__RECORDS SHOWN__

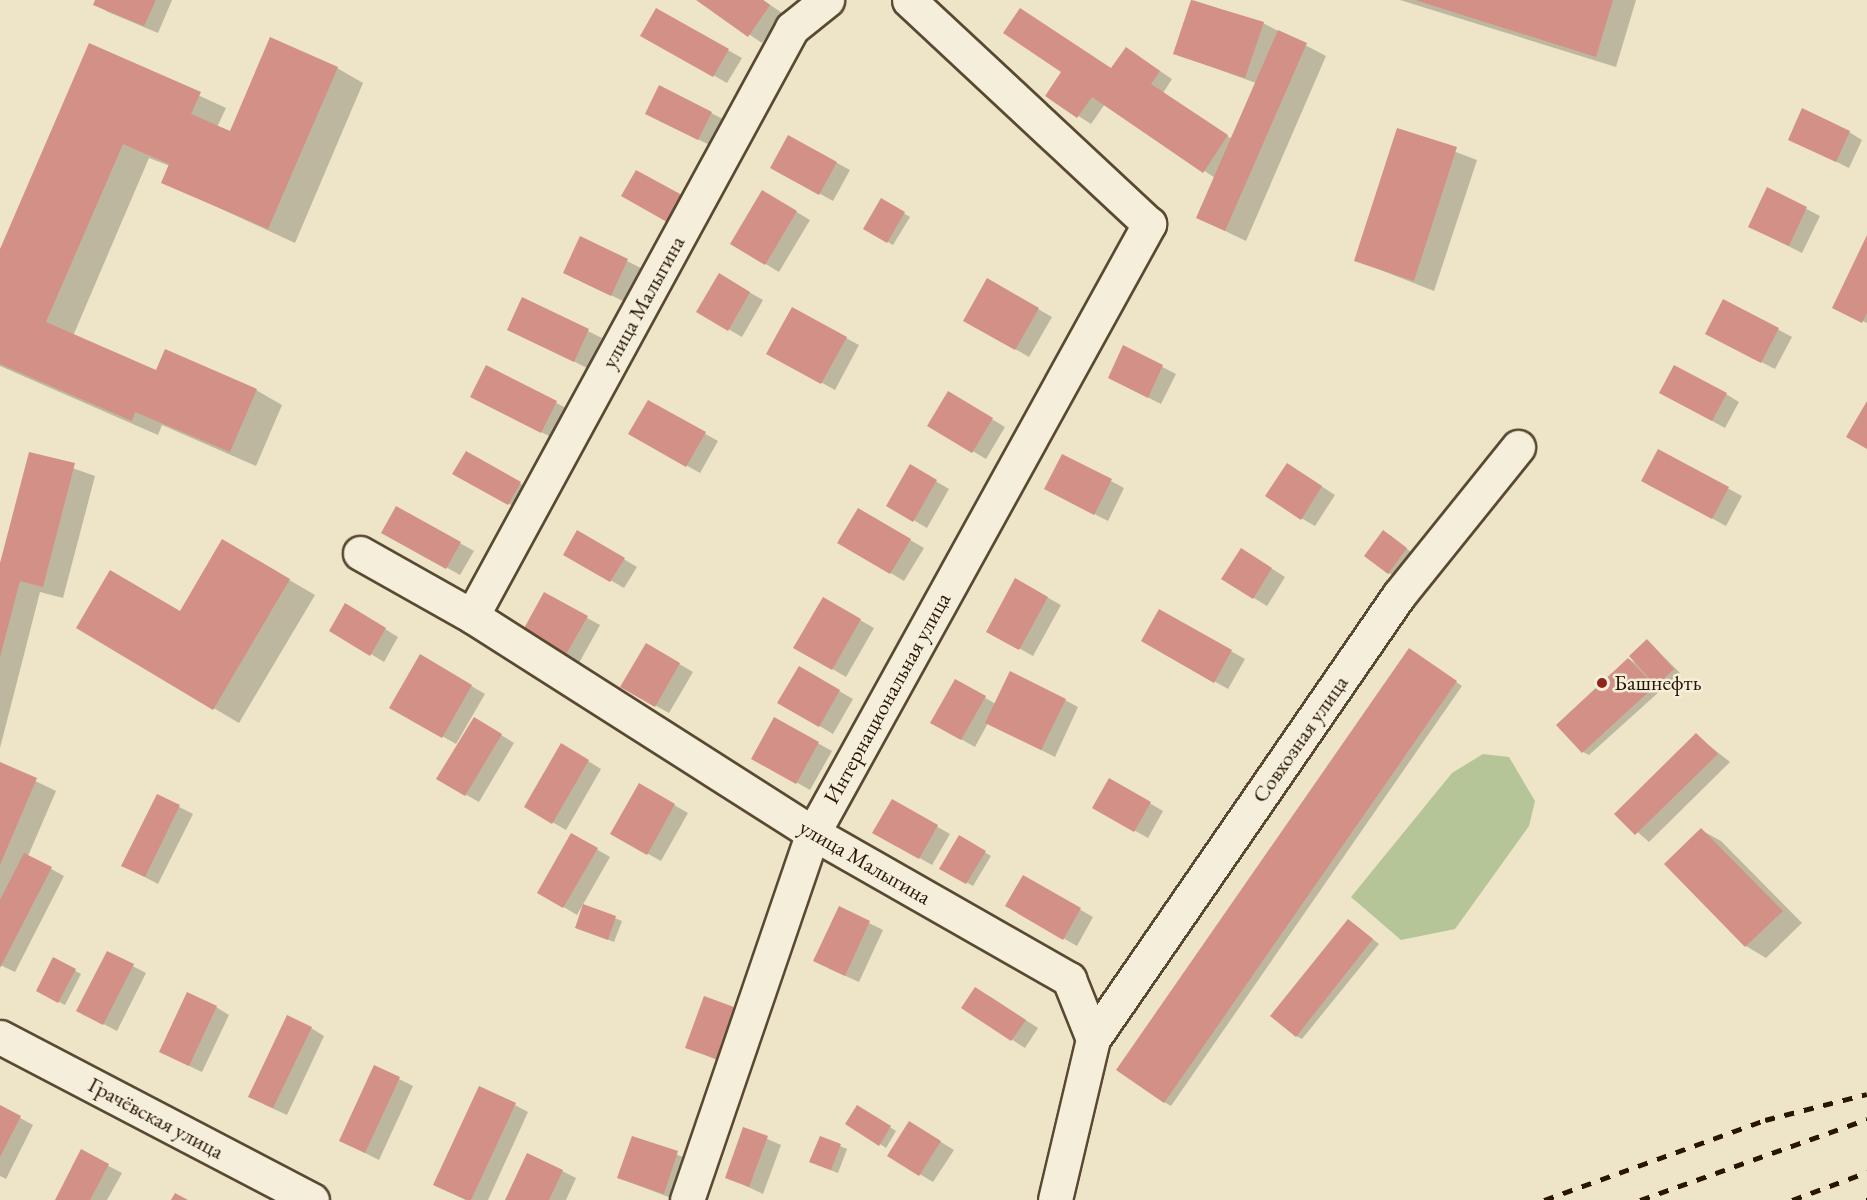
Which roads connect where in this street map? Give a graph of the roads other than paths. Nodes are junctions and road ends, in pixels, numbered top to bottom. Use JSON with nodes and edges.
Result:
{"nodes":[{"id":1,"x":827,"y":0,"type":"edge"},
{"id":2,"x":909,"y":0,"type":"edge"},
{"id":3,"x":1518,"y":447,"type":"dead end"},
{"id":4,"x":360,"y":553,"type":"dead end"},
{"id":5,"x":472,"y":616,"type":"junction"},
{"id":6,"x":813,"y":833,"type":"junction"},
{"id":7,"x":0,"y":1036,"type":"edge"},
{"id":8,"x":1093,"y":1039,"type":"junction"},
{"id":9,"x":312,"y":1200,"type":"edge"},
{"id":10,"x":687,"y":1200,"type":"edge"},
{"id":11,"x":1055,"y":1200,"type":"edge"}],
"edges":[{"from":1,"to":5,"type":"street","name":"улица Малыгина"},
{"from":2,"to":6,"type":"street","name":"Интернациональная улица"},
{"from":3,"to":8,"type":"street","name":"Совхозная улица"},
{"from":4,"to":5,"type":"street","name":"улица Малыгина"},
{"from":5,"to":6,"type":"street","name":"улица Малыгина"},
{"from":6,"to":8,"type":"street","name":"улица Малыгина"},
{"from":6,"to":10,"type":"street","name":"Интернациональная улица"},
{"from":7,"to":9,"type":"street","name":"Грачёвская улица"},
{"from":8,"to":11,"type":"street"}]}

__WORK TASK__
Repeat the records word for word. Any picture in them should be left out.

__FINISHED TASK__
Which roads connect where in this street map? Give a graph of the roads other than paths. Nodes are junctions and road ends, in pixels, numbered top to bottom. Use JSON with nodes and edges.
Result:
{"nodes":[{"id":1,"x":827,"y":0,"type":"edge"},
{"id":2,"x":909,"y":0,"type":"edge"},
{"id":3,"x":1518,"y":447,"type":"dead end"},
{"id":4,"x":360,"y":553,"type":"dead end"},
{"id":5,"x":472,"y":616,"type":"junction"},
{"id":6,"x":813,"y":833,"type":"junction"},
{"id":7,"x":0,"y":1036,"type":"edge"},
{"id":8,"x":1093,"y":1039,"type":"junction"},
{"id":9,"x":312,"y":1200,"type":"edge"},
{"id":10,"x":687,"y":1200,"type":"edge"},
{"id":11,"x":1055,"y":1200,"type":"edge"}],
"edges":[{"from":1,"to":5,"type":"street","name":"улица Малыгина"},
{"from":2,"to":6,"type":"street","name":"Интернациональная улица"},
{"from":3,"to":8,"type":"street","name":"Совхозная улица"},
{"from":4,"to":5,"type":"street","name":"улица Малыгина"},
{"from":5,"to":6,"type":"street","name":"улица Малыгина"},
{"from":6,"to":8,"type":"street","name":"улица Малыгина"},
{"from":6,"to":10,"type":"street","name":"Интернациональная улица"},
{"from":7,"to":9,"type":"street","name":"Грачёвская улица"},
{"from":8,"to":11,"type":"street"}]}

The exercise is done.